I think I fell asleep just reading that title. And yet, this new piece of research work direct from Google shows us some amazing new AI capabilities.

It also makes for an entertaining new game!

Meet Tacotron 2. A second iteration neural network built by Google Machine Learning engineers to synthesis ordinary written text into a natural, spoken word. This new program takes regular old sentences such as “This is your personal assistant Google Home.” and turns it into speech like below.

As you can imagine, this has huge benefits across the board. From aiding the blind, to giving AI’s a human voice and even allowing feedback via smart home speakers. Google has long worked on Text-to-Speech (TTS) and has recently seriously stepped up it’s game in making it more natural and human sounding.

Google Home

New Kid On The Block

Despite Googles recent upgrade in making synthesised speech sound more natural, this new version I think takes it pretty much to it’s conclusion. An indistinguishable machine voice.
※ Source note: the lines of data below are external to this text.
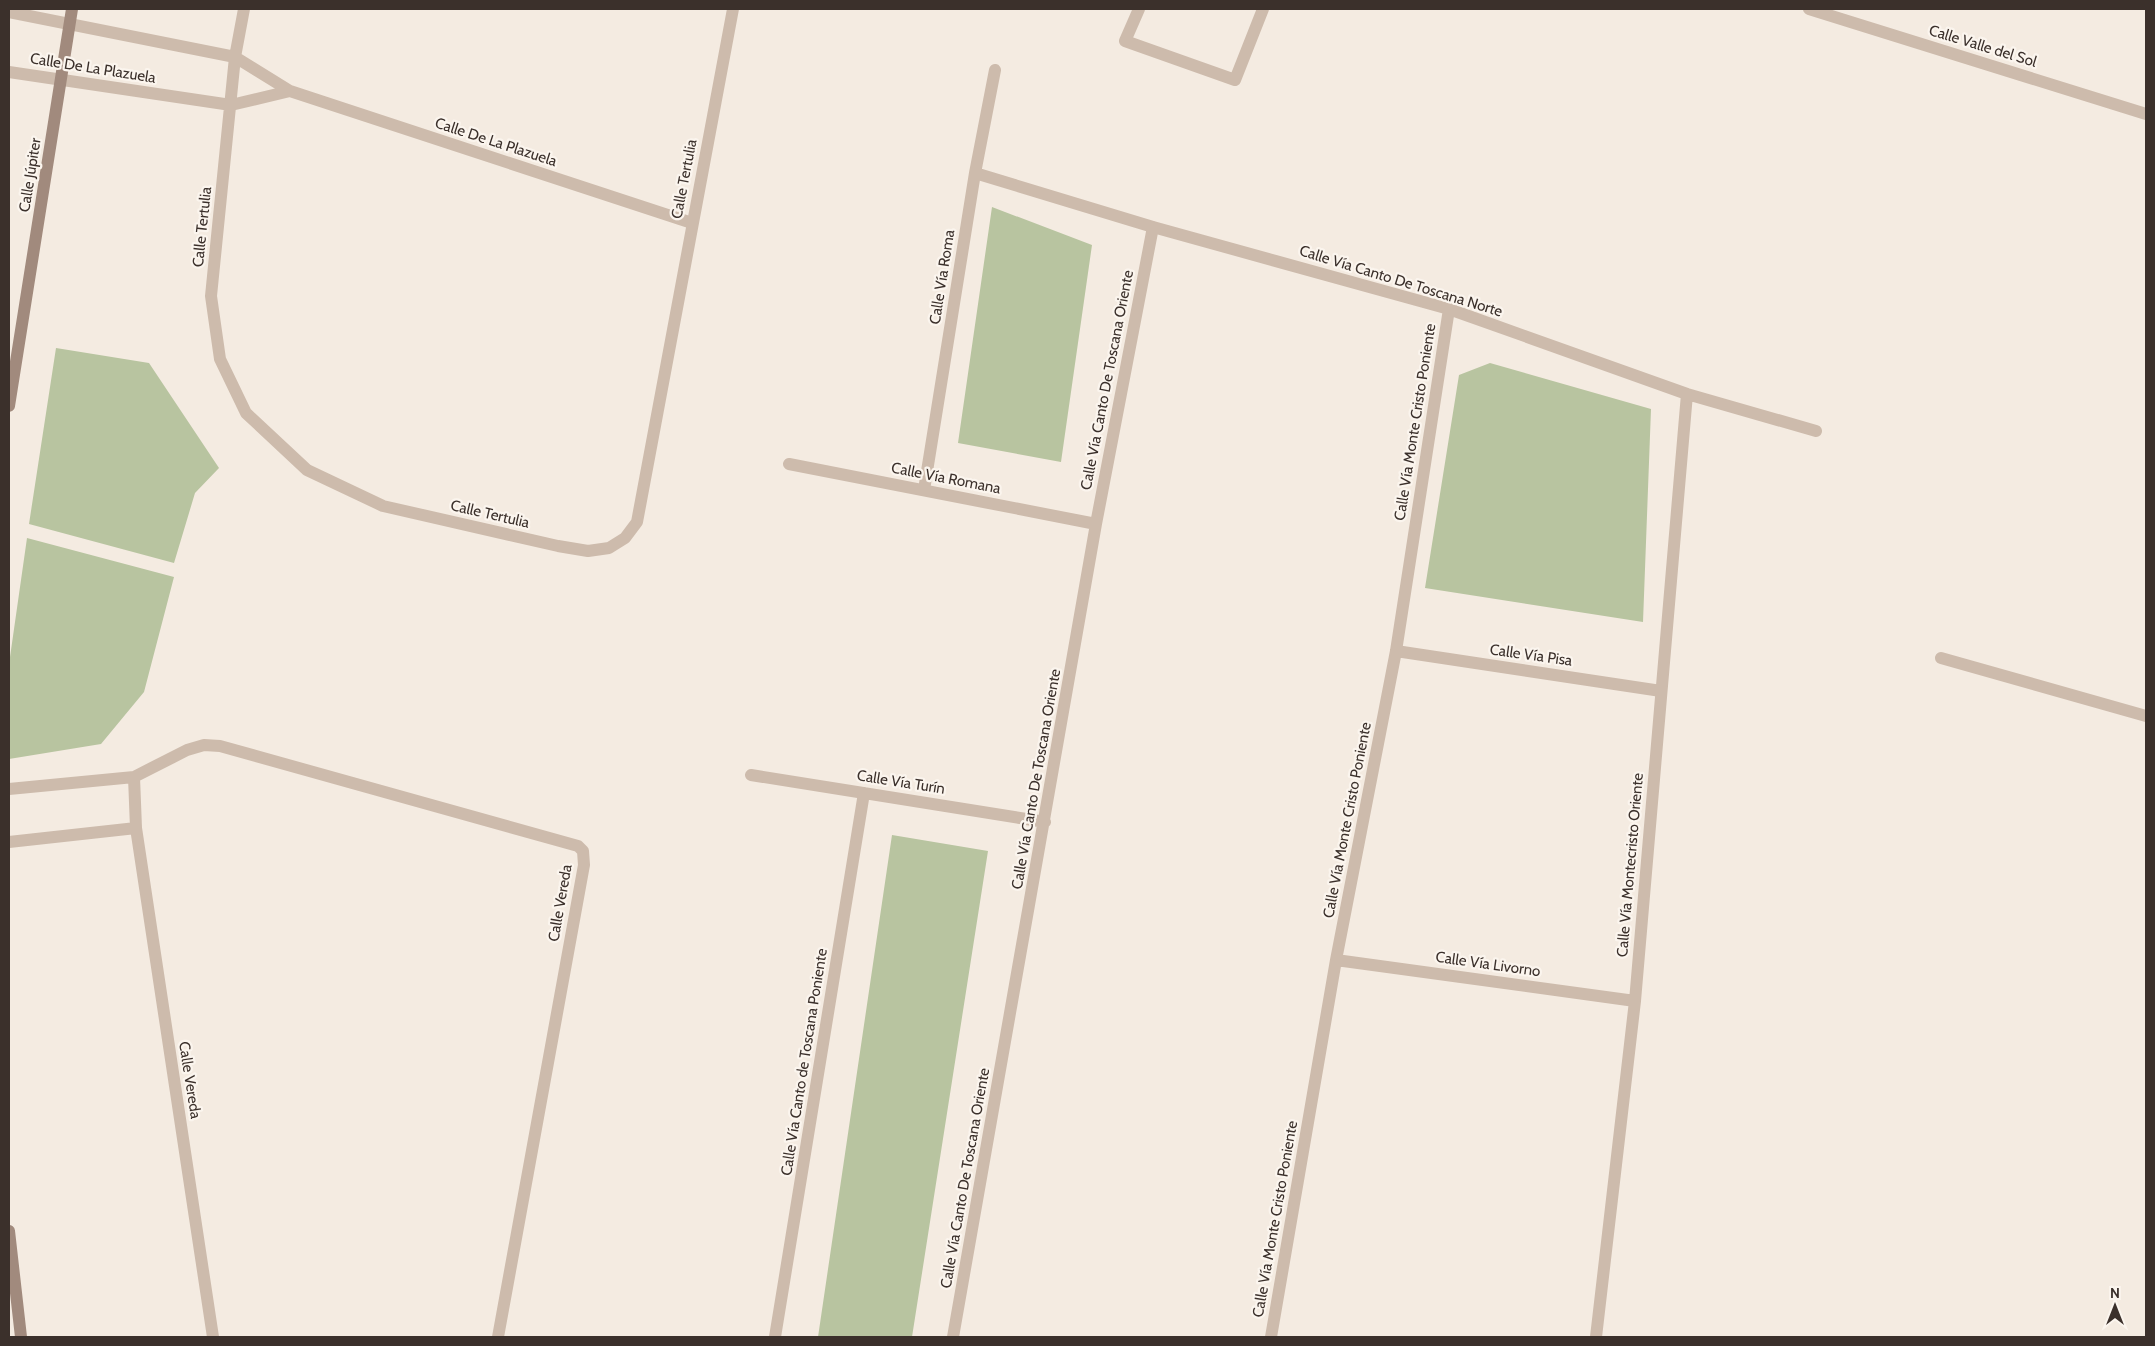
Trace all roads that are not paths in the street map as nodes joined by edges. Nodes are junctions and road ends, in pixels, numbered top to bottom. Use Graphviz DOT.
graph roads {
  1 [pos="72,9"];
  2 [pos="244,9"];
  3 [pos="733,9"];
  4 [pos="1139,9"];
  5 [pos="1263,9"];
  6 [pos="1809,9"];
  7 [pos="9,12"];
  8 [pos="70,24"];
  9 [pos="235,57"];
  10 [pos="995,70"];
  11 [pos="9,72"];
  12 [pos="62,80"];
  13 [pos="290,91"];
  14 [pos="231,105"];
  15 [pos="2146,114"];
  16 [pos="975,173"];
  17 [pos="692,223"];
  18 [pos="1153,227"];
  19 [pos="1449,309"];
  20 [pos="13,360"];
  21 [pos="10,391"];
  22 [pos="1688,394"];
  23 [pos="9,406"];
  24 [pos="1816,431"];
  25 [pos="789,464"];
  26 [pos="924,490"];
  27 [pos="1096,524"];
  28 [pos="1396,652"];
  29 [pos="1941,658"];
  30 [pos="1661,691"];
  31 [pos="2146,716"];
  32 [pos="751,774"];
  33 [pos="134,777"];
  34 [pos="9,789"];
  35 [pos="864,793"];
  36 [pos="1045,822"];
  37 [pos="136,828"];
  38 [pos="9,842"];
  39 [pos="1336,960"];
  40 [pos="1635,1001"];
  41 [pos="9,1231"];
  42 [pos="21,1337"];
  43 [pos="213,1337"];
  44 [pos="498,1337"];
  45 [pos="775,1337"];
  46 [pos="953,1337"];
  47 [pos="1271,1337"];
  48 [pos="1596,1337"];
  1 -- 8 [label="main road, Calle Júpiter"];
  2 -- 9 [label="street, Calle Tertulia"];
  3 -- 17 [label="street, Calle Tertulia"];
  4 -- 5 [label="street"];
  6 -- 15 [label="street, Calle Valle del Sol"];
  7 -- 8 [label="street, Calle De La Plazuela"];
  8 -- 9 [label="street, Calle De La Plazuela"];
  8 -- 12 [label="main road, Calle Júpiter"];
  9 -- 13 [label="street, Calle De La Plazuela"];
  9 -- 14 [label="street, Calle Tertulia"];
  10 -- 16 [label="street, Calle Vía Roma"];
  11 -- 12 [label="street, Calle De La Plazuela"];
  12 -- 14 [label="street, Calle De La Plazuela"];
  12 -- 20 [label="main road, Calle Júpiter"];
  13 -- 14 [label="street, Calle De La Plazuela"];
  13 -- 17 [label="street, Calle De La Plazuela"];
  14 -- 17 [label="street, Calle Tertulia"];
  16 -- 18 [label="street, Calle Vía Canto De Toscana Norte"];
  16 -- 26 [label="street, Calle Vía Roma"];
  18 -- 19 [label="street, Calle Vía Canto De Toscana Norte"];
  18 -- 27 [label="street, Calle Vía Canto De Toscana Oriente"];
  19 -- 22 [label="street, Calle Vía Canto De Toscana Norte"];
  19 -- 28 [label="street, Calle Vía Monte Cristo Poniente"];
  20 -- 21 [label="main road, Calle Júpiter"];
  21 -- 23 [label="main road, Calle Júpiter"];
  22 -- 24 [label="street, Calle Vía Canto De Toscana Norte"];
  22 -- 30 [label="street, Calle Vía Montecristo Oriente"];
  25 -- 26 [label="street, Calle Vía Romana"];
  26 -- 27 [label="street, Calle Vía Romana"];
  27 -- 36 [label="street, Calle Vía Canto De Toscana Oriente"];
  28 -- 30 [label="street, Calle Vía Pisa"];
  28 -- 39 [label="street, Calle Vía Monte Cristo Poniente"];
  29 -- 31 [label="street"];
  30 -- 40 [label="street, Calle Vía Montecristo Oriente"];
  32 -- 35 [label="street, Calle Vía Turín"];
  33 -- 34 [label="street, Calle Vereda"];
  33 -- 37 [label="street, Calle Vereda"];
  33 -- 44 [label="street, Calle Vereda"];
  35 -- 36 [label="street, Calle Vía Turín"];
  35 -- 45 [label="street, Calle Vía Canto de Toscana Poniente"];
  36 -- 46 [label="street, Calle Vía Canto De Toscana Oriente"];
  37 -- 38 [label="street"];
  37 -- 43 [label="street, Calle Vereda"];
  39 -- 40 [label="street, Calle Vía Livorno"];
  39 -- 47 [label="street, Calle Vía Monte Cristo Poniente"];
  40 -- 48 [label="street, Calle Vía Montecristo Oriente"];
  41 -- 42 [label="main road"];
}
Go ahead, try it out for yourself. Below are a few sentences that have both been spoken by a real person and also generated by the Tacotron 2 neural network. Listen to both and see if you can tell which audio file belongs to which. The game of “Tacotron 2 or Human?”
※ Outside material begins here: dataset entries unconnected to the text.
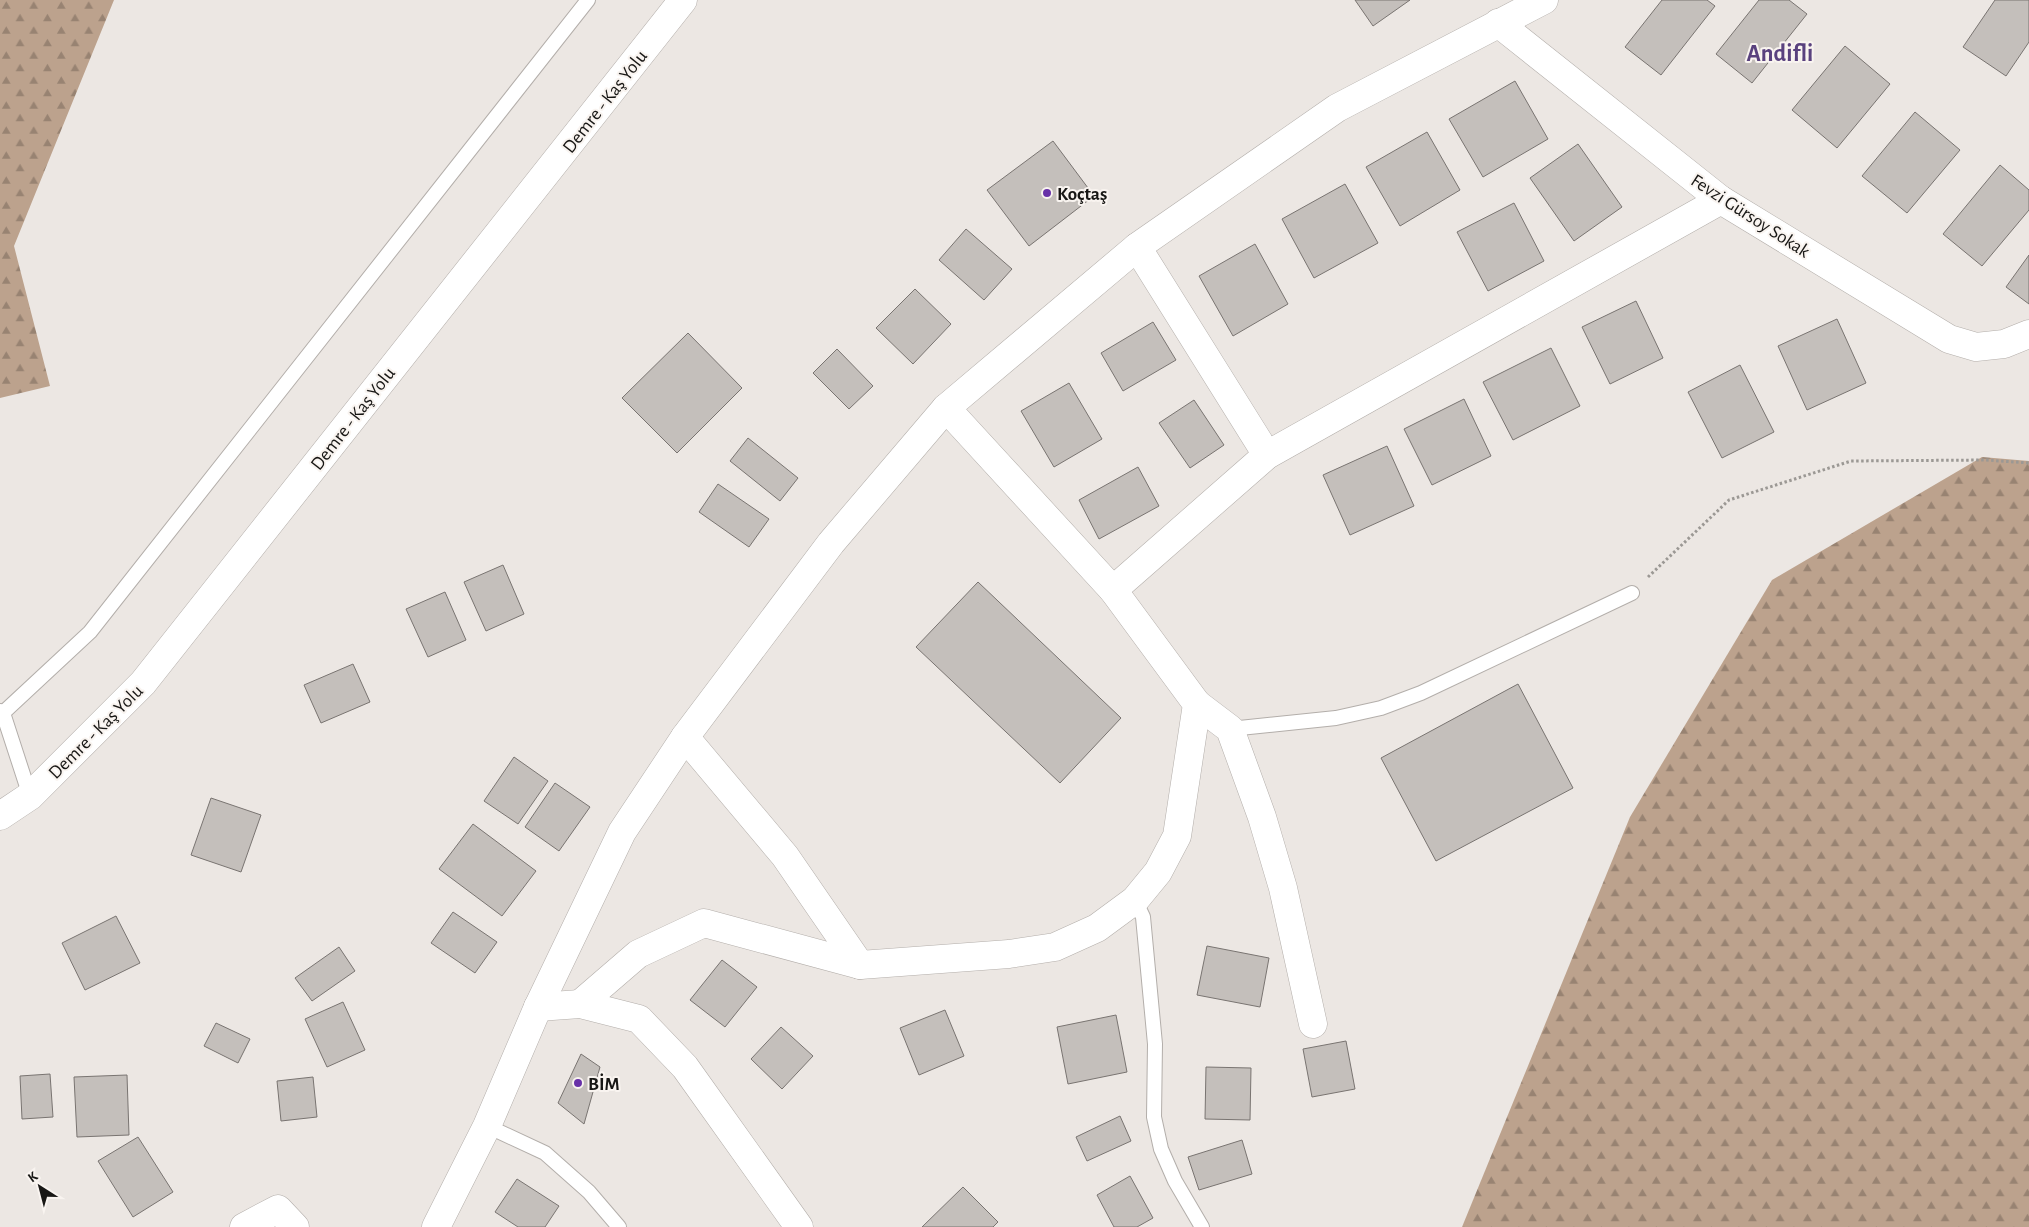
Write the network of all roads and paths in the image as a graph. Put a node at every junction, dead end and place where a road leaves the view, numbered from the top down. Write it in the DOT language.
graph roads {
  1 [pos="588,0"];
  2 [pos="683,0"];
  3 [pos="1544,0"];
  4 [pos="1498,23"];
  5 [pos="1721,200"];
  6 [pos="1137,247"];
  7 [pos="2029,334"];
  8 [pos="946,408"];
  9 [pos="1267,455"];
  10 [pos="2029,463"];
  11 [pos="1113,590"];
  12 [pos="1632,593"];
  13 [pos="1197,704"];
  14 [pos="1,712"];
  15 [pos="1230,728"];
  16 [pos="685,737"];
  17 [pos="30,796"];
  18 [pos="0,816"];
  19 [pos="1134,900"];
  20 [pos="860,965"];
  21 [pos="580,1004"];
  22 [pos="538,1007"];
  23 [pos="1312,1024"];
  24 [pos="487,1126"];
  25 [pos="244,1227"];
  26 [pos="295,1227"];
  27 [pos="436,1227"];
  28 [pos="618,1227"];
  29 [pos="800,1227"];
  30 [pos="1202,1227"];
  1 -- 14 [label="lane"];
  2 -- 17 [label="main road, Demre - Kaş Yolu"];
  3 -- 4 [label="main road"];
  4 -- 5 [label="main road, Fevzi Gürsoy Sokak"];
  4 -- 6 [label="main road"];
  5 -- 7 [label="main road, Fevzi Gürsoy Sokak"];
  5 -- 9 [label="main road"];
  6 -- 8 [label="main road"];
  6 -- 9 [label="main road"];
  8 -- 11 [label="main road"];
  8 -- 16 [label="main road"];
  9 -- 11 [label="main road"];
  10 -- 12 [label="path"];
  11 -- 13 [label="main road"];
  12 -- 15 [label="lane"];
  13 -- 15 [label="main road"];
  13 -- 19 [label="main road"];
  14 -- 17 [label="lane"];
  15 -- 23 [label="main road"];
  16 -- 20 [label="main road"];
  16 -- 22 [label="main road"];
  17 -- 18 [label="main road, Demre - Kaş Yolu"];
  19 -- 20 [label="main road"];
  19 -- 30 [label="lane"];
  20 -- 21 [label="main road"];
  21 -- 22 [label="main road"];
  21 -- 29 [label="main road"];
  22 -- 24 [label="main road"];
  24 -- 27 [label="main road"];
  24 -- 28 [label="lane"];
  25 -- 26 [label="main road"];
}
“That girl did a video about Star Wars lipstick.”

“She earned a doctorate in sociology at Columbia University.”

“George Washington was the first President of the United States.”

Would you like to know the answers?

I’d happily tell you… if I knew myself. And that’s the point. I can’t tell. According to their research, most people can’t tell the difference either.
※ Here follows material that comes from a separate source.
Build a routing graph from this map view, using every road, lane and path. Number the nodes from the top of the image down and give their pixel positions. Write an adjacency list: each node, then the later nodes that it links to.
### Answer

Our model achieves a mean opinion score (MOS) of 4.53 comparable to a MOS of 4.58 for professionally recorded speech.

The Future

Next up I think I’d like to see more emotion and personality built into TTS. Kind of like an emotional equaliser.

Emotional EQ

Would you prefer a happy go lucky AI voice? A sexy lady? Or someone who speaks soft and kindly?

They could also enable it to evolve over time or even react to your moods. Maybe the next Amazon Echo will learn that, you know, in the morning… you don’t really want someone super cheerful talking to you. You want it’s voice to be soft and generally neutral and to the point. After all, you did just wake up! Then when you get home on a Friday night it adapts to being more up beat, excited, happy and cracks jokes even.

Whatever it ends up developing into it’s great to finally see TTS rise to the level of natural human speech. It’s been a long route from the original “robot voice” you’d hear generated back in the 1980’s. A hearty congratulations to the entire team who contributed to this achievement!